Around the world, governments are facing increasingly complex challenges, including persistently low levels of public trust, rising economic and financial instability, and social fragmentation and polarisation. Meanwhile, citizens are becoming more vocal, particularly given the amplifying effect of digital technologies, and their expectations are growing for a more transparent and accountable public sector and better public services. These issues are especially relevant in Lebanon, where regional turmoil, political instability and sluggish economic growth have posed considerable obstacles.

Open government represents a changed understanding of the role of the state in a modern society that aligns with an underlying shift in the policy-making context. The OECD defines it as “a culture of governance that promotes the principles of transparency, integrity, accountability and stakeholder participation in support of democracy and inclusive growth”. More and more countries have begun to introduce open government reforms as a catalyst for attaining broader policy goals such as improving democracy, fostering inclusive growth and increasing trust. However, beyond the intrinsic value of open government principles, the implementation of open government strategies and initiatives can also help improve processes and outcomes across the full spectrum of public policy.

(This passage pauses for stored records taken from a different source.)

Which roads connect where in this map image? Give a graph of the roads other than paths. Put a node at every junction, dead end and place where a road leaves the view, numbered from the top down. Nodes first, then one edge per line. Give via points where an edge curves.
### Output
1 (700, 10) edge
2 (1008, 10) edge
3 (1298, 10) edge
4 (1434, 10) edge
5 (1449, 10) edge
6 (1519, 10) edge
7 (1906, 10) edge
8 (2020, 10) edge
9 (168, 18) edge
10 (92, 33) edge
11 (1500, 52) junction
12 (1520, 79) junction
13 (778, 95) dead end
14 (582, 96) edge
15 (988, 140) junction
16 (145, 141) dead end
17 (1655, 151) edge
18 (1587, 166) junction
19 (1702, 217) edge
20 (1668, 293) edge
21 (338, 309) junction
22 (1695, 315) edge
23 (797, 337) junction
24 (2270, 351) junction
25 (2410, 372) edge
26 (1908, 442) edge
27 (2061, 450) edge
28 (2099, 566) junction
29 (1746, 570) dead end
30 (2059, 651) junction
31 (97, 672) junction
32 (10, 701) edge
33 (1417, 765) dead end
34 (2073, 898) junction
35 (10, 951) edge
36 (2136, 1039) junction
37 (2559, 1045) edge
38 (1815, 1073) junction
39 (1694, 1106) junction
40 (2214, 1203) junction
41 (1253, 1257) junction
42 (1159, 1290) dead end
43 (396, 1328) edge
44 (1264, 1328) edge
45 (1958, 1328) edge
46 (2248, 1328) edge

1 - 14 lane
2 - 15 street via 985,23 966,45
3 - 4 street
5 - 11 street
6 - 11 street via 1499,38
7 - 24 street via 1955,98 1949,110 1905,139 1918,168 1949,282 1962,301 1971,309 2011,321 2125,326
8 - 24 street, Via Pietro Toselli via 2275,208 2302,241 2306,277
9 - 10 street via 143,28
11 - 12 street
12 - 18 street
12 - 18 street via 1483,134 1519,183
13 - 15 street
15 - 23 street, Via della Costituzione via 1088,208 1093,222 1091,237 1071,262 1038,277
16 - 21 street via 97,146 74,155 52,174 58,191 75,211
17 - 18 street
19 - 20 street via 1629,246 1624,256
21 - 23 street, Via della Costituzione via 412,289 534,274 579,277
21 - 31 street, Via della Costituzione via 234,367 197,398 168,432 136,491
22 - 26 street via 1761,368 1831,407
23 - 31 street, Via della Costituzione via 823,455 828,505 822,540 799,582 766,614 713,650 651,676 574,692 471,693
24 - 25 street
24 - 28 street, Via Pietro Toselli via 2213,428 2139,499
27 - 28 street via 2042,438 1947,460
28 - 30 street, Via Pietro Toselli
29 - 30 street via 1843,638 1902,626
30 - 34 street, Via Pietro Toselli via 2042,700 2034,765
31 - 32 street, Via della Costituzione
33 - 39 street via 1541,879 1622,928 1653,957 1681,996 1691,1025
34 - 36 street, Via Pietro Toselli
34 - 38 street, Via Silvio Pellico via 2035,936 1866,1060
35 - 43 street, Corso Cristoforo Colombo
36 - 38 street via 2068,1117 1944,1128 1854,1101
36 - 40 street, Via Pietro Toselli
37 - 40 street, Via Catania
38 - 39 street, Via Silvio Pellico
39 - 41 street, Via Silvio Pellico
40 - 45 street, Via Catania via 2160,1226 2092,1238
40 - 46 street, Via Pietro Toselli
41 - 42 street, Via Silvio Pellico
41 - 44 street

For several years, successive Lebanese governments have taken steps to establish a national open government agenda; however, the context has been challenging. In particular, large-scale demonstrations erupted in October 2019, bringing about the resignation of the government. At the same time, the country has also been weathering a severe financial crisis, which has been exacerbated by the coronavirus (Covid-19) pandemic, putting further strains on scarce human and financial resources. Most recently, the catastrophic explosion in the port of Beirut has underlined a number of public sector governance failures that must be addressed in order to rebuild trust between the citizens and the state. Although this context presents significant challenges for the new government, it also provides an opportunity and strong incentive to restore public trust through open government reforms. Accordingly, a focus on opening up the government is not only timely, but also in demand.

Against this background, the OECD Open Government Scan of Lebanon aims to support the government’s efforts to build more transparent, participatory, and accountable institutions that can restore citizens’ trust and promote inclusive growth. It analyses priority areas of reform in line with the 2017 OECD Recommendation of the Council on Open Government and provides concrete suggestions for further embedding the principles and practices of open government in policy-making cycles and evaluating their impacts. Ultimately, this analysis can serve as the foundation to define and pursue a whole-of-government vision for a more open government in Lebanon.

This Open Government Scan of Lebanon benefits from ongoing support and dialogue with successive Lebanese governments and the Office of the Minister of State for Administrative Reform (OMSAR), which has over the past years taken steps towards establishing a national open government agenda in Lebanon. This continuous commitment was initially affirmed by former Minister May Chidiac, who formally announced OMSAR’s engagement in this process as well as the Government’s intent to work towards adhering to the OECD Recommendation of the Council on Open Government and joining the Open Government Partnership, during a high-level conference co-organised with the OECD and under the patronage of the Prime Minister in June 2019.

This commitment has been re-affirmed at the beginning of 2020 by Minister Demianos Kattar, who subsequently expressed Lebanon’s commitment to continue its joint work with the OECD in pursuit of an open government agenda for a more transparent, participatory, responsive, and trustworthy public administration. Building on these steps, the findings of this analysis have benefitted from the extensive review by OMSAR and from discussions with several representatives of relevant Lebanese institutions and civil society organisations as well as international organisations active in the promotion of good governance reforms Lebanon (i.e. OGP, UNDP, World Bank) and peer reviewers from Canada and Italy.

The data collection for this report and its drafting were finalised before the explosion in the port of Beirut and the ensuing government crisis. However, Lebanese public institutions had the opportunity to review its findings during the month of August 2020 and confirmed the validity of its recommendations. The OECD is currently working with OMSAR to develop an action plan to implement them.